Please learn not to hijack threads or wander off-topic. You’ve been told enough times.
I moved it.
I just felt that the subjects were reasonable interconnected. No harm intended.
Hi,
Interesting comparisons. I didn’t that there would be differences in accuracy for real numbers also.
And, thanks for the different testings on speed.
I’ll check these out. I just woke up. Need my coffee.
Thanks a lot,
kel
Hello.
This is a technique that is named Horners Rule, that proves for efficent multiplication of powers. When plugging in a value into a formula that consists of powers, the most efficient way may be to do like below, in order to minimize the number of multiplications.
(5 + 2x + 3x^3 + 4X^4 )
set a to 5 + x * (2 + x * (3 + 4 * x))
A further descriptions of Horners Rule/Method, can be found here.
Hi McUsr,
Interesting stuff. I think I’ve seen that formula at this site before. The link to the Horner’s rule was blank so I made this from the algorithm:
-- ax^n where a=1, x=3, n=7
set a to 1
set x to 3
set n to 7
set r to a -- the result
repeat while n > 0
set r to r * x
set n to n - 1
end repeat
{r, 3 ^ 7}
No error checking. I guess you just need to expand n times (degree of the polynomial).
On the other hand, I think that for powers greater than 2, it’s better to use the power operator. I need to reread what everyone posted again.
Edited: changed the repeat loop to account for n<0.
Thanks a lot,
kel
Hello.
Kell, now what you have written is supposedly what is going on behind the scenes, in applescript, we can write the polynomial fully out, in one go, which I think you can’t at all times.

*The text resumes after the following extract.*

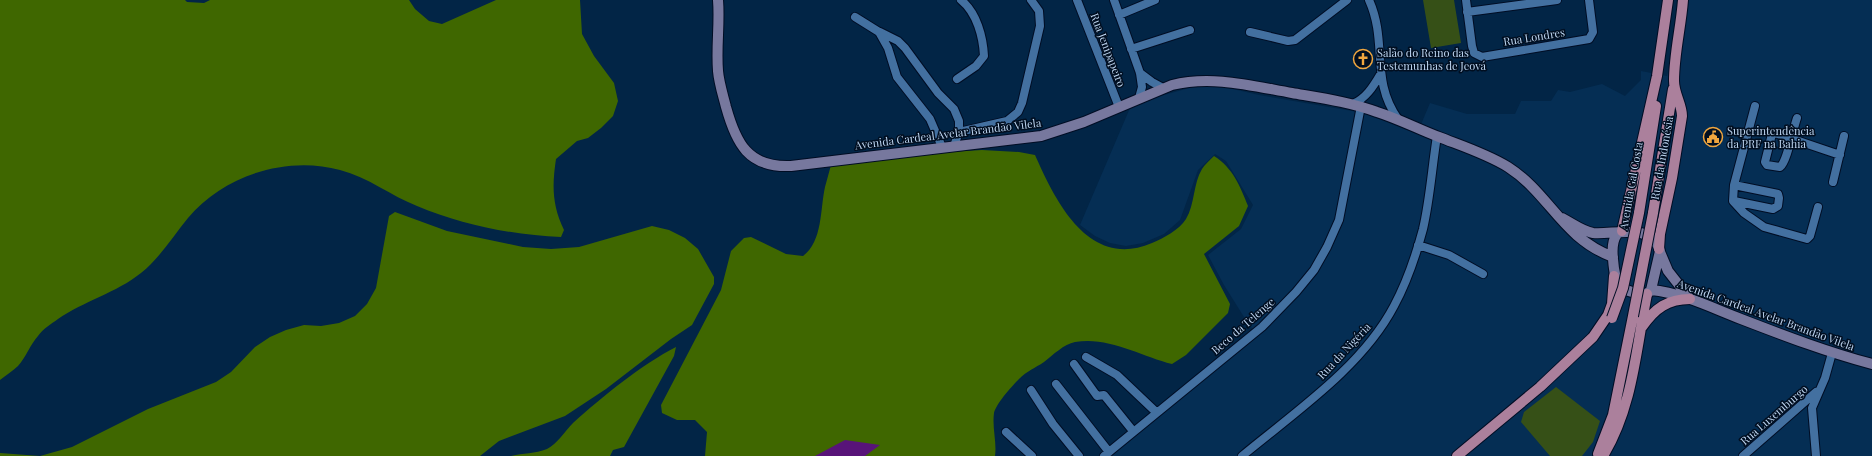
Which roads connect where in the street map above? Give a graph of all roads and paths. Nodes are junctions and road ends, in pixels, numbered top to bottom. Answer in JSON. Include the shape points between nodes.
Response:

That is at least how I relearned it from a book, as I also thought that your variant of it, is the way to do it, but heck, you can just have the coeffecients for the terms in the code, as variables, and if necessary calculate them up front.

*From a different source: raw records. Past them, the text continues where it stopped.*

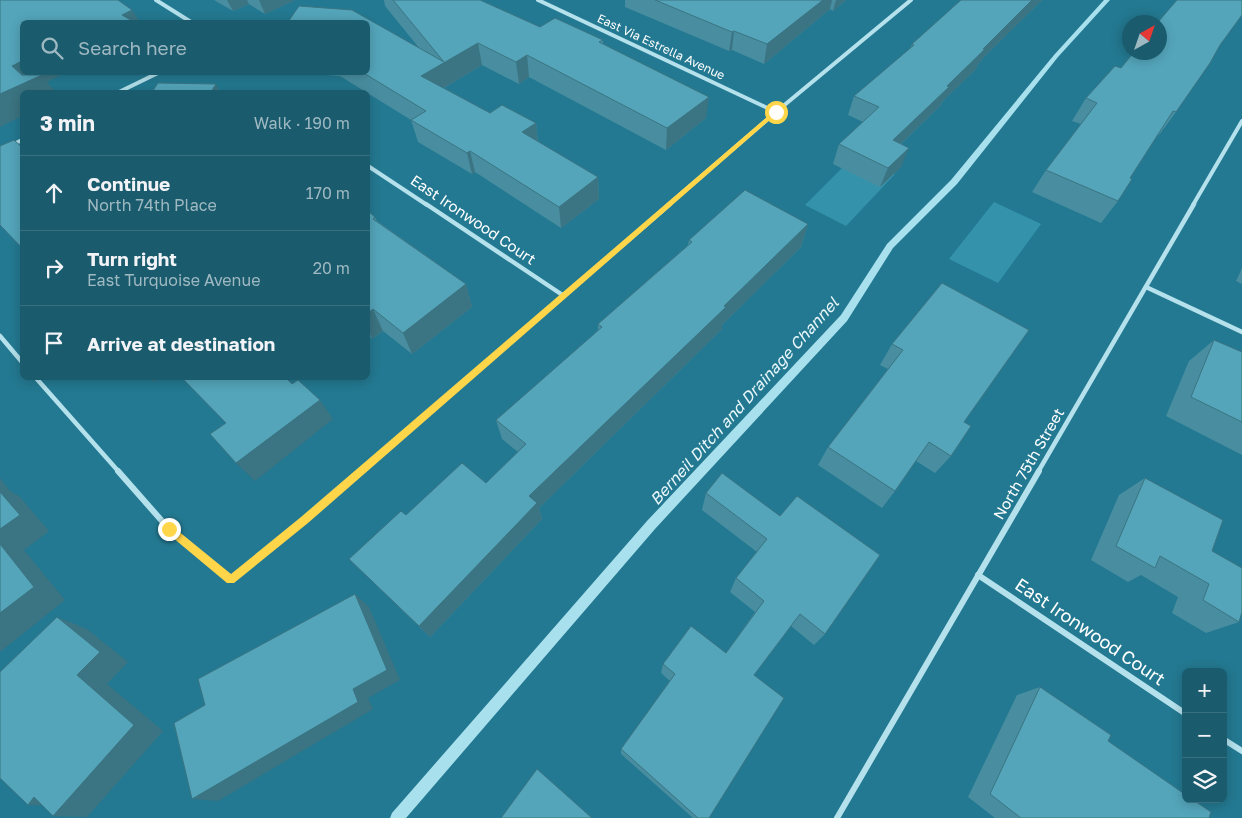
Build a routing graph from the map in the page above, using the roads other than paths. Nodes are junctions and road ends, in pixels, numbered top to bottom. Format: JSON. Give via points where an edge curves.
{"nodes":[{"id":1,"x":156,"y":0,"type":"edge"},
{"id":2,"x":538,"y":0,"type":"edge"},
{"id":3,"x":911,"y":0,"type":"edge"},
{"id":4,"x":188,"y":20,"type":"edge"},
{"id":5,"x":154,"y":75,"type":"edge"},
{"id":6,"x":123,"y":90,"type":"edge"},
{"id":7,"x":776,"y":112,"type":"junction"},
{"id":8,"x":1242,"y":121,"type":"edge"},
{"id":9,"x":20,"y":141,"type":"edge"},
{"id":10,"x":0,"y":151,"type":"edge"},
{"id":11,"x":370,"y":167,"type":"edge"},
{"id":12,"x":1146,"y":287,"type":"junction"},
{"id":13,"x":564,"y":296,"type":"junction"},
{"id":14,"x":1242,"y":332,"type":"edge"},
{"id":15,"x":0,"y":336,"type":"edge"},
{"id":16,"x":20,"y":360,"type":"edge"},
{"id":17,"x":38,"y":380,"type":"edge"},
{"id":18,"x":978,"y":575,"type":"junction"},
{"id":19,"x":1185,"y":713,"type":"edge"},
{"id":20,"x":1227,"y":742,"type":"edge"},
{"id":21,"x":1242,"y":751,"type":"edge"},
{"id":22,"x":836,"y":818,"type":"edge"}],
"edges":[{"from":1,"to":4,"type":"street"},
{"from":2,"to":7,"type":"street","name":"East Via Estrella Avenue"},
{"from":3,"to":7,"type":"street"},
{"from":5,"to":6,"type":"street"},
{"from":7,"to":13,"type":"street"},
{"from":8,"to":12,"type":"street","name":"North 75th Street"},
{"from":9,"to":10,"type":"street"},
{"from":11,"to":13,"type":"street","name":"East Ironwood Court"},
{"from":12,"to":14,"type":"street"},
{"from":12,"to":18,"type":"street","name":"North 75th Street"},
{"from":13,"to":17,"type":"street","via":[[231,580],[169,529]]},
{"from":15,"to":16,"type":"street"},
{"from":18,"to":19,"type":"street","name":"East Ironwood Court"},
{"from":18,"to":22,"type":"street","name":"North 75th Street"},
{"from":20,"to":21,"type":"street"}]}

(I timed the scheme I posted above, and it seemed faster than multiplying all of the terms out, for 1000 iterations, for figures over 1000, then spelling out the expression “normally” seemed faster.
I don’t see me iterate more than say 100 times, so for me Horners rule is good.
I also agree about the powers of, when the exponents are real, which they often are!
I think you can or should be able to optimize such a calculation a little bit further, by factoring the power function (^) into exp and ln statements, so that you only raise the logarithm by the exponent in the final step, for the last result.
It should save some, if it is needed.
Edit
It is really odd that the link doesn’t work, because it works from Google, without being cached, it is the page from rosettacode.org.
Hi McUsr,
I know it’s the long way to do it, but I just wanted to see how your scheme was derived.
BTW, did you know that the full moon is coming up on the 19th?
Later,
kel
Hello.
That is the way you would do it, if you got your polynomial from a string or so, and didn’t know the polynomial up front.
When it comes to the second part of my post above, describing a scheme for replacing the internal power operator with external exp and ln verbs, well that will probably work better , in languages, that doesn’t have the event model, like Applescript, because here the overhead of sending an event for calling exp or ln, will matter much.
Nice to know about the full moon, pretty big already, I use “Stellarium” at times.